(Saved entries)
┌────────

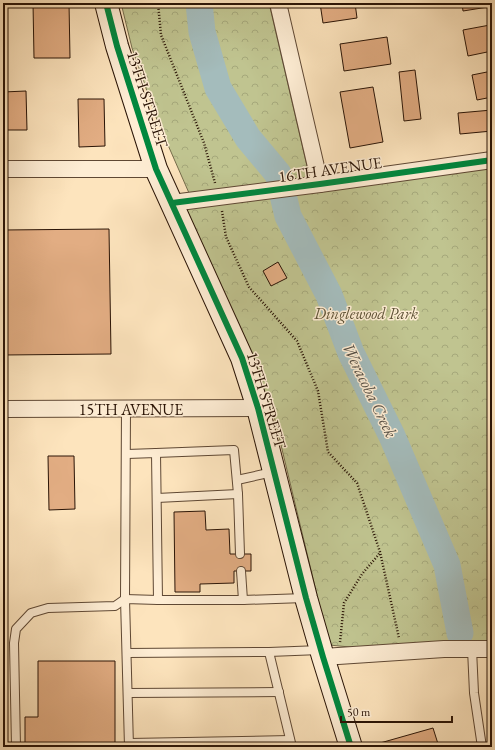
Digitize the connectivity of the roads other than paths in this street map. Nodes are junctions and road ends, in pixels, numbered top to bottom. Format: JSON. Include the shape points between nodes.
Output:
{"nodes":[{"id":1,"x":106,"y":3,"type":"edge"},
{"id":2,"x":278,"y":3,"type":"edge"},
{"id":3,"x":492,"y":160,"type":"edge"},
{"id":4,"x":3,"y":169,"type":"edge"},
{"id":5,"x":156,"y":169,"type":"junction"},
{"id":6,"x":320,"y":184,"type":"junction"},
{"id":7,"x":172,"y":203,"type":"junction"},
{"id":8,"x":258,"y":408,"type":"junction"},
{"id":9,"x":3,"y":409,"type":"edge"},
{"id":10,"x":126,"y":409,"type":"junction"},
{"id":11,"x":156,"y":452,"type":"junction"},
{"id":12,"x":127,"y":454,"type":"junction"},
{"id":13,"x":275,"y":472,"type":"junction"},
{"id":14,"x":237,"y":480,"type":"junction"},
{"id":15,"x":238,"y":494,"type":"junction"},
{"id":16,"x":157,"y":498,"type":"junction"},
{"id":17,"x":240,"y":554,"type":"dead end"},
{"id":18,"x":241,"y":571,"type":"dead end"},
{"id":19,"x":306,"y":598,"type":"junction"},
{"id":20,"x":125,"y":599,"type":"junction"},
{"id":21,"x":158,"y":600,"type":"junction"},
{"id":22,"x":243,"y":600,"type":"junction"},
{"id":23,"x":472,"y":649,"type":"junction"},
{"id":24,"x":492,"y":650,"type":"edge"},
{"id":25,"x":269,"y":652,"type":"junction"},
{"id":26,"x":127,"y":653,"type":"junction"},
{"id":27,"x":327,"y":654,"type":"junction"},
{"id":28,"x":279,"y":692,"type":"junction"},
{"id":29,"x":128,"y":693,"type":"junction"},
{"id":30,"x":291,"y":743,"type":"edge"},
{"id":31,"x":129,"y":745,"type":"edge"},
{"id":32,"x":16,"y":747,"type":"edge"},
{"id":33,"x":351,"y":747,"type":"edge"},
{"id":34,"x":482,"y":747,"type":"edge"}],
"edges":[{"from":1,"to":5,"type":"main road","name":"13TH STREET"},
{"from":2,"to":6,"type":"street"},
{"from":3,"to":6,"type":"street","name":"16TH AVENUE"},
{"from":4,"to":5,"type":"street"},
{"from":5,"to":7,"type":"main road","name":"13TH STREET"},
{"from":6,"to":7,"type":"street","name":"16TH AVENUE"},
{"from":7,"to":8,"type":"main road","name":"13TH STREET","via":[[242,358]]},
{"from":8,"to":10,"type":"street","name":"15TH AVENUE"},
{"from":8,"to":13,"type":"main road","name":"13TH STREET"},
{"from":9,"to":10,"type":"street","name":"15TH AVENUE"},
{"from":10,"to":12,"type":"lane"},
{"from":11,"to":12,"type":"lane"},
{"from":11,"to":14,"type":"lane","via":[[234,450]]},
{"from":11,"to":16,"type":"lane"},
{"from":12,"to":20,"type":"lane"},
{"from":13,"to":14,"type":"lane"},
{"from":13,"to":19,"type":"main road","name":"13TH STREET"},
{"from":14,"to":15,"type":"lane"},
{"from":15,"to":16,"type":"lane"},
{"from":15,"to":17,"type":"lane"},
{"from":16,"to":21,"type":"lane"},
{"from":18,"to":22,"type":"lane"},
{"from":19,"to":22,"type":"lane"},
{"from":19,"to":27,"type":"main road","name":"13TH STREET"},
{"from":20,"to":21,"type":"lane"},
{"from":20,"to":26,"type":"lane"},
{"from":20,"to":32,"type":"lane","via":[[115,606],[48,608],[31,613],[16,629]]},
{"from":21,"to":22,"type":"lane"},
{"from":23,"to":24,"type":"street"},
{"from":23,"to":27,"type":"street"},
{"from":23,"to":34,"type":"lane","via":[[474,693]]},
{"from":25,"to":26,"type":"lane"},
{"from":25,"to":27,"type":"lane"},
{"from":25,"to":28,"type":"lane"},
{"from":26,"to":29,"type":"lane"},
{"from":27,"to":33,"type":"main road","name":"13TH STREET"},
{"from":28,"to":29,"type":"lane"},
{"from":28,"to":30,"type":"lane"},
{"from":29,"to":31,"type":"lane"},
{"from":30,"to":31,"type":"lane"}]}
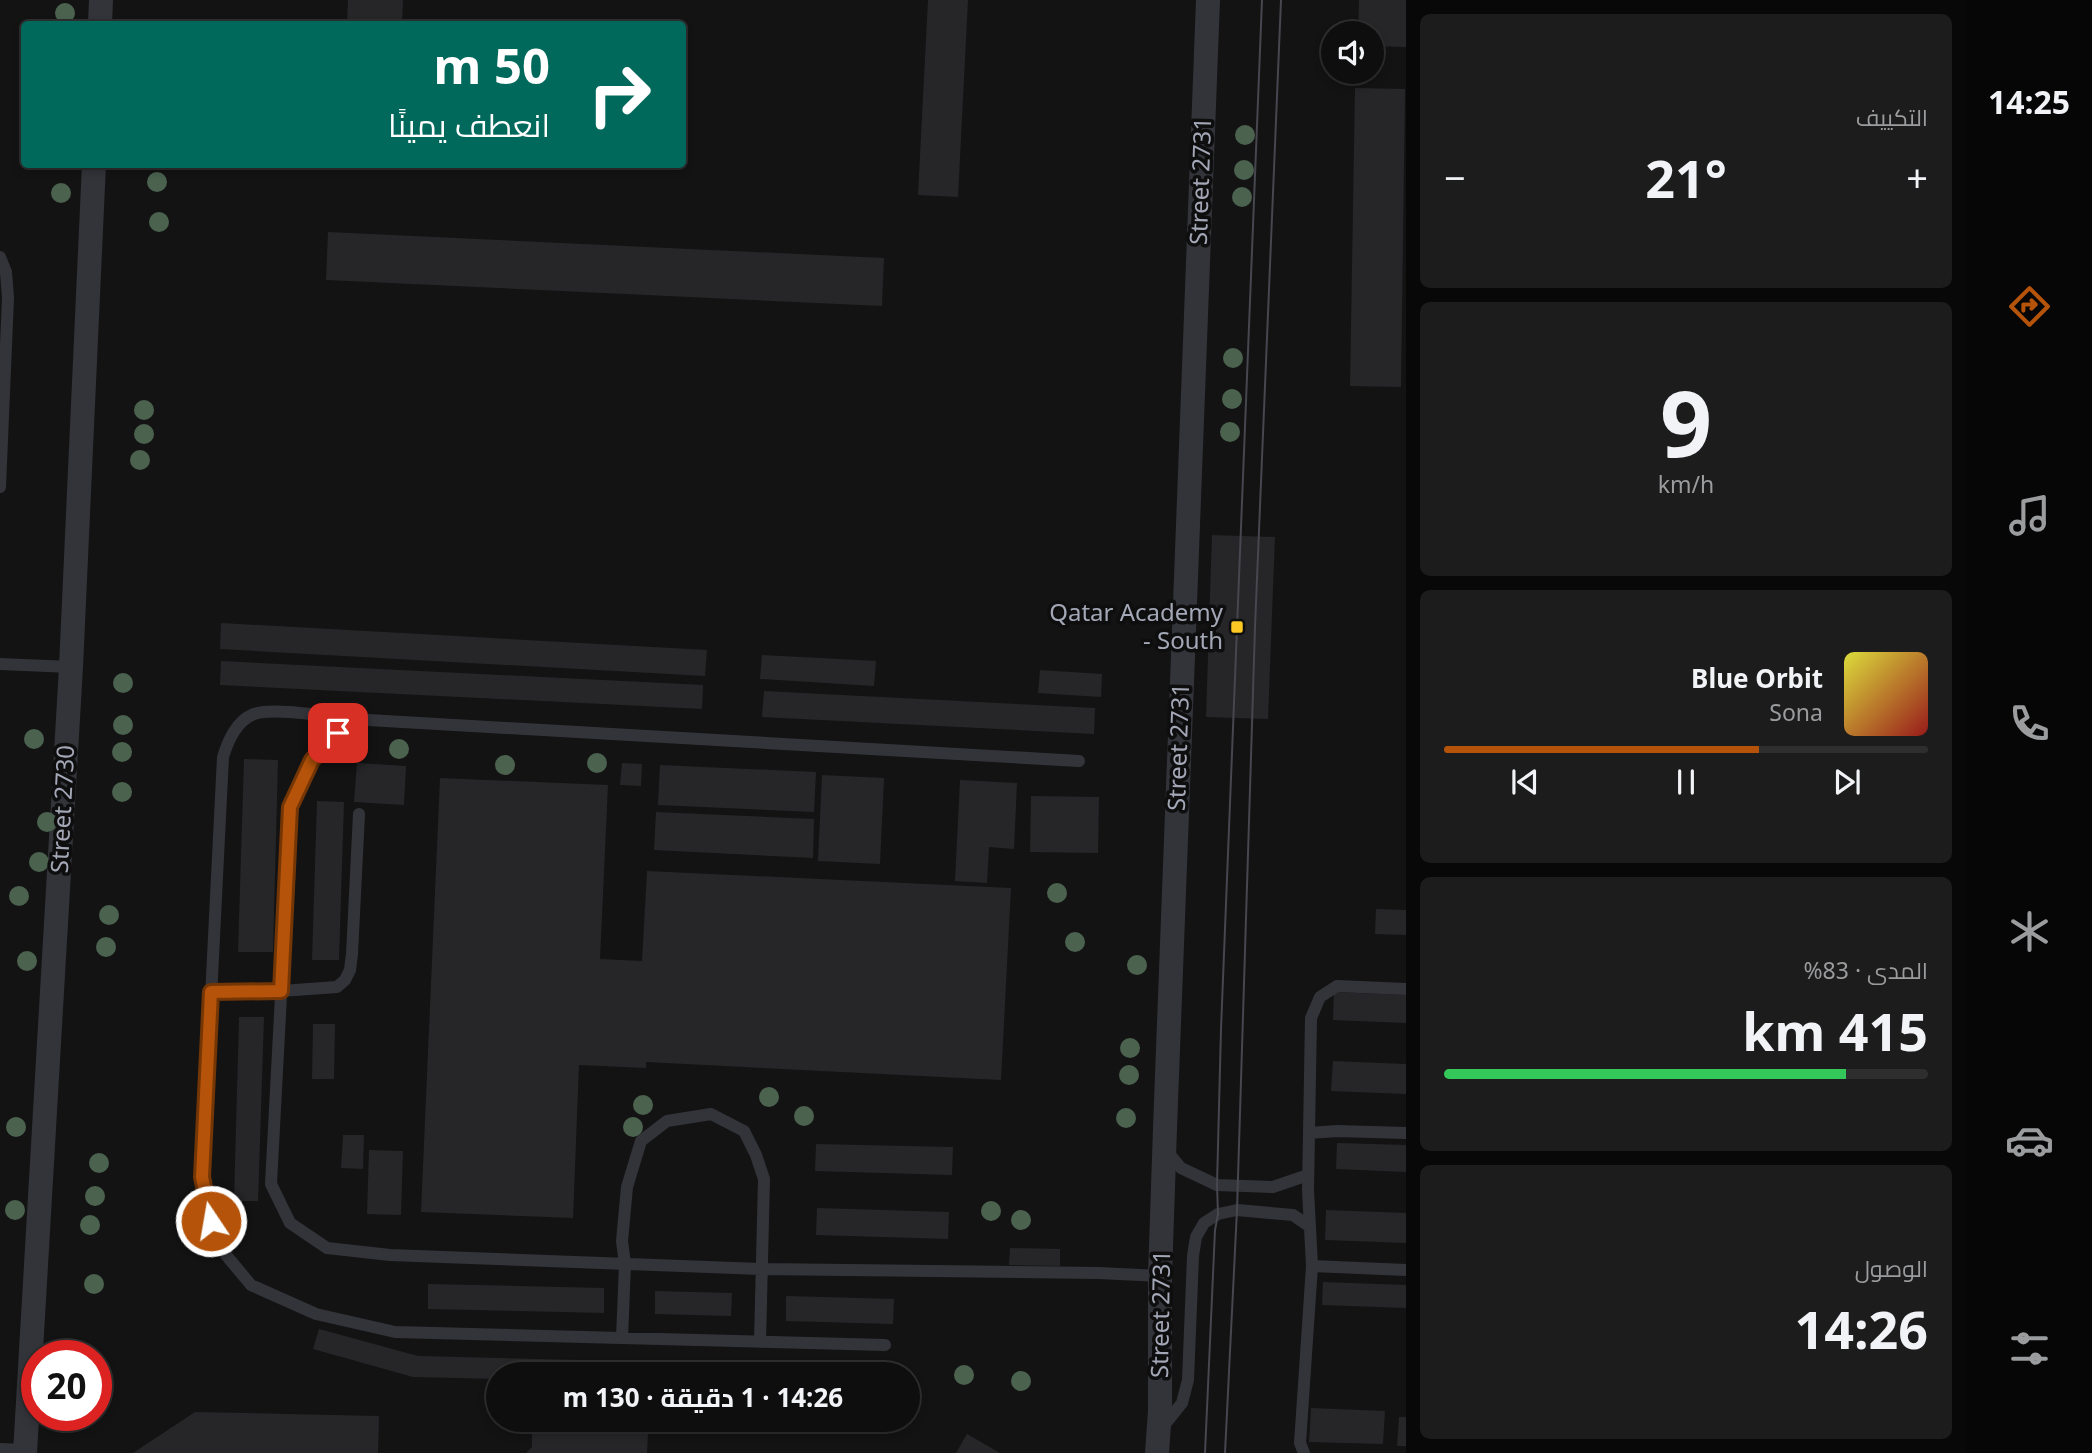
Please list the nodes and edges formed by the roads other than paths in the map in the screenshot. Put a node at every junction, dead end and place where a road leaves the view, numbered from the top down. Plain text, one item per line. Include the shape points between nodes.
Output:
1 (101, 0) edge
2 (1208, 0) edge
3 (100, 21) edge
4 (94, 168) edge
5 (0, 257) edge
6 (0, 487) edge
7 (0, 664) edge
8 (71, 667) junction
9 (351, 719) junction
10 (1079, 761) dead end
11 (359, 814) dead end
12 (1406, 989) edge
13 (281, 991) junction
14 (211, 992) junction
15 (1309, 1133) junction
16 (1406, 1133) edge
17 (1164, 1147) junction
18 (1308, 1175) junction
19 (1309, 1226) junction
20 (625, 1264) junction
21 (1312, 1266) junction
22 (761, 1269) junction
23 (1406, 1270) edge
24 (1160, 1276) junction
25 (622, 1338) junction
26 (760, 1342) junction
27 (886, 1345) dead end
28 (1157, 1443) edge
29 (0, 1449) edge
30 (25, 1452) edge
31 (1304, 1453) edge

1 - 3 street
2 - 17 street, Street 2731
4 - 8 street, Street 2730
5 - 6 lane via 8,298
7 - 8 lane
8 - 30 street, Street 2730
9 - 10 lane
9 - 13 lane via 312,760 290,807
9 - 14 lane via 291,712 253,715 231,734 223,757
11 - 13 lane via 350,970 337,987
12 - 15 lane via 1337,986 1320,997 1311,1018
13 - 14 lane
13 - 20 lane via 271,1184 290,1223 327,1248 390,1255
14 - 25 lane via 202,1177 216,1243 251,1285 316,1314 395,1332
15 - 16 lane
15 - 18 lane
17 - 18 lane via 1181,1168 1217,1185 1273,1187
17 - 24 street, Street 2731
18 - 19 lane
19 - 21 lane
19 - 28 lane via 1293,1215 1237,1210 1204,1223 1195,1237 1193,1256 1188,1380 1182,1404
20 - 22 lane
20 - 22 lane via 622,1241 627,1187 641,1141 667,1121 711,1114 744,1131 764,1179
20 - 25 lane
21 - 23 lane
21 - 31 lane via 1300,1443
22 - 24 lane
22 - 26 lane
24 - 28 street, Street 2731
25 - 26 lane
26 - 27 lane
29 - 30 lane

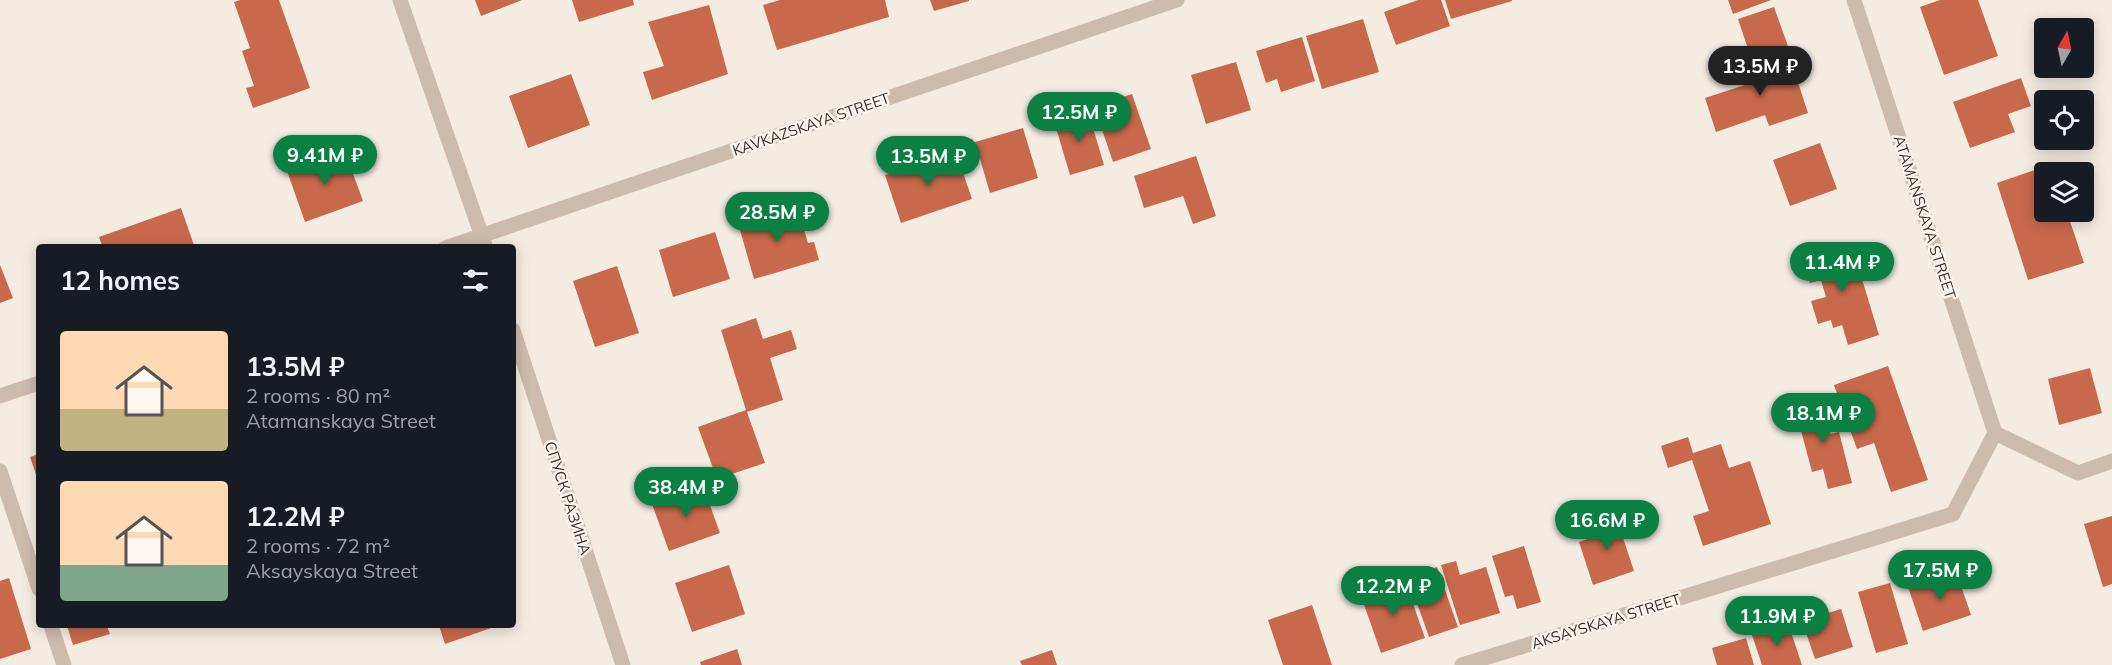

└────────

Repeat every record above exactly. The pictures do not belong in the copy.

Digitize the connectivity of the roads other than paths in this street map. Nodes are junctions and road ends, in pixels, numbered top to bottom. Format: JSON. Include the shape points between nodes.
Output:
{"nodes":[{"id":1,"x":106,"y":3,"type":"edge"},
{"id":2,"x":278,"y":3,"type":"edge"},
{"id":3,"x":492,"y":160,"type":"edge"},
{"id":4,"x":3,"y":169,"type":"edge"},
{"id":5,"x":156,"y":169,"type":"junction"},
{"id":6,"x":320,"y":184,"type":"junction"},
{"id":7,"x":172,"y":203,"type":"junction"},
{"id":8,"x":258,"y":408,"type":"junction"},
{"id":9,"x":3,"y":409,"type":"edge"},
{"id":10,"x":126,"y":409,"type":"junction"},
{"id":11,"x":156,"y":452,"type":"junction"},
{"id":12,"x":127,"y":454,"type":"junction"},
{"id":13,"x":275,"y":472,"type":"junction"},
{"id":14,"x":237,"y":480,"type":"junction"},
{"id":15,"x":238,"y":494,"type":"junction"},
{"id":16,"x":157,"y":498,"type":"junction"},
{"id":17,"x":240,"y":554,"type":"dead end"},
{"id":18,"x":241,"y":571,"type":"dead end"},
{"id":19,"x":306,"y":598,"type":"junction"},
{"id":20,"x":125,"y":599,"type":"junction"},
{"id":21,"x":158,"y":600,"type":"junction"},
{"id":22,"x":243,"y":600,"type":"junction"},
{"id":23,"x":472,"y":649,"type":"junction"},
{"id":24,"x":492,"y":650,"type":"edge"},
{"id":25,"x":269,"y":652,"type":"junction"},
{"id":26,"x":127,"y":653,"type":"junction"},
{"id":27,"x":327,"y":654,"type":"junction"},
{"id":28,"x":279,"y":692,"type":"junction"},
{"id":29,"x":128,"y":693,"type":"junction"},
{"id":30,"x":291,"y":743,"type":"edge"},
{"id":31,"x":129,"y":745,"type":"edge"},
{"id":32,"x":16,"y":747,"type":"edge"},
{"id":33,"x":351,"y":747,"type":"edge"},
{"id":34,"x":482,"y":747,"type":"edge"}],
"edges":[{"from":1,"to":5,"type":"main road","name":"13TH STREET"},
{"from":2,"to":6,"type":"street"},
{"from":3,"to":6,"type":"street","name":"16TH AVENUE"},
{"from":4,"to":5,"type":"street"},
{"from":5,"to":7,"type":"main road","name":"13TH STREET"},
{"from":6,"to":7,"type":"street","name":"16TH AVENUE"},
{"from":7,"to":8,"type":"main road","name":"13TH STREET","via":[[242,358]]},
{"from":8,"to":10,"type":"street","name":"15TH AVENUE"},
{"from":8,"to":13,"type":"main road","name":"13TH STREET"},
{"from":9,"to":10,"type":"street","name":"15TH AVENUE"},
{"from":10,"to":12,"type":"lane"},
{"from":11,"to":12,"type":"lane"},
{"from":11,"to":14,"type":"lane","via":[[234,450]]},
{"from":11,"to":16,"type":"lane"},
{"from":12,"to":20,"type":"lane"},
{"from":13,"to":14,"type":"lane"},
{"from":13,"to":19,"type":"main road","name":"13TH STREET"},
{"from":14,"to":15,"type":"lane"},
{"from":15,"to":16,"type":"lane"},
{"from":15,"to":17,"type":"lane"},
{"from":16,"to":21,"type":"lane"},
{"from":18,"to":22,"type":"lane"},
{"from":19,"to":22,"type":"lane"},
{"from":19,"to":27,"type":"main road","name":"13TH STREET"},
{"from":20,"to":21,"type":"lane"},
{"from":20,"to":26,"type":"lane"},
{"from":20,"to":32,"type":"lane","via":[[115,606],[48,608],[31,613],[16,629]]},
{"from":21,"to":22,"type":"lane"},
{"from":23,"to":24,"type":"street"},
{"from":23,"to":27,"type":"street"},
{"from":23,"to":34,"type":"lane","via":[[474,693]]},
{"from":25,"to":26,"type":"lane"},
{"from":25,"to":27,"type":"lane"},
{"from":25,"to":28,"type":"lane"},
{"from":26,"to":29,"type":"lane"},
{"from":27,"to":33,"type":"main road","name":"13TH STREET"},
{"from":28,"to":29,"type":"lane"},
{"from":28,"to":30,"type":"lane"},
{"from":29,"to":31,"type":"lane"},
{"from":30,"to":31,"type":"lane"}]}
Please list the nodes and edges formed by the roads other than paths in the map in the screenshot. Put a node at every junction, dead end and place where a road leaves the view, numbered from the top down. Plain text, one item per line. Include the shape points between nodes.
Output:
1 (101, 0) edge
2 (1208, 0) edge
3 (100, 21) edge
4 (94, 168) edge
5 (0, 257) edge
6 (0, 487) edge
7 (0, 664) edge
8 (71, 667) junction
9 (351, 719) junction
10 (1079, 761) dead end
11 (359, 814) dead end
12 (1406, 989) edge
13 (281, 991) junction
14 (211, 992) junction
15 (1309, 1133) junction
16 (1406, 1133) edge
17 (1164, 1147) junction
18 (1308, 1175) junction
19 (1309, 1226) junction
20 (625, 1264) junction
21 (1312, 1266) junction
22 (761, 1269) junction
23 (1406, 1270) edge
24 (1160, 1276) junction
25 (622, 1338) junction
26 (760, 1342) junction
27 (886, 1345) dead end
28 (1157, 1443) edge
29 (0, 1449) edge
30 (25, 1452) edge
31 (1304, 1453) edge

1 - 3 street
2 - 17 street, Street 2731
4 - 8 street, Street 2730
5 - 6 lane via 8,298
7 - 8 lane
8 - 30 street, Street 2730
9 - 10 lane
9 - 13 lane via 312,760 290,807
9 - 14 lane via 291,712 253,715 231,734 223,757
11 - 13 lane via 350,970 337,987
12 - 15 lane via 1337,986 1320,997 1311,1018
13 - 14 lane
13 - 20 lane via 271,1184 290,1223 327,1248 390,1255
14 - 25 lane via 202,1177 216,1243 251,1285 316,1314 395,1332
15 - 16 lane
15 - 18 lane
17 - 18 lane via 1181,1168 1217,1185 1273,1187
17 - 24 street, Street 2731
18 - 19 lane
19 - 21 lane
19 - 28 lane via 1293,1215 1237,1210 1204,1223 1195,1237 1193,1256 1188,1380 1182,1404
20 - 22 lane
20 - 22 lane via 622,1241 627,1187 641,1141 667,1121 711,1114 744,1131 764,1179
20 - 25 lane
21 - 23 lane
21 - 31 lane via 1300,1443
22 - 24 lane
22 - 26 lane
24 - 28 street, Street 2731
25 - 26 lane
26 - 27 lane
29 - 30 lane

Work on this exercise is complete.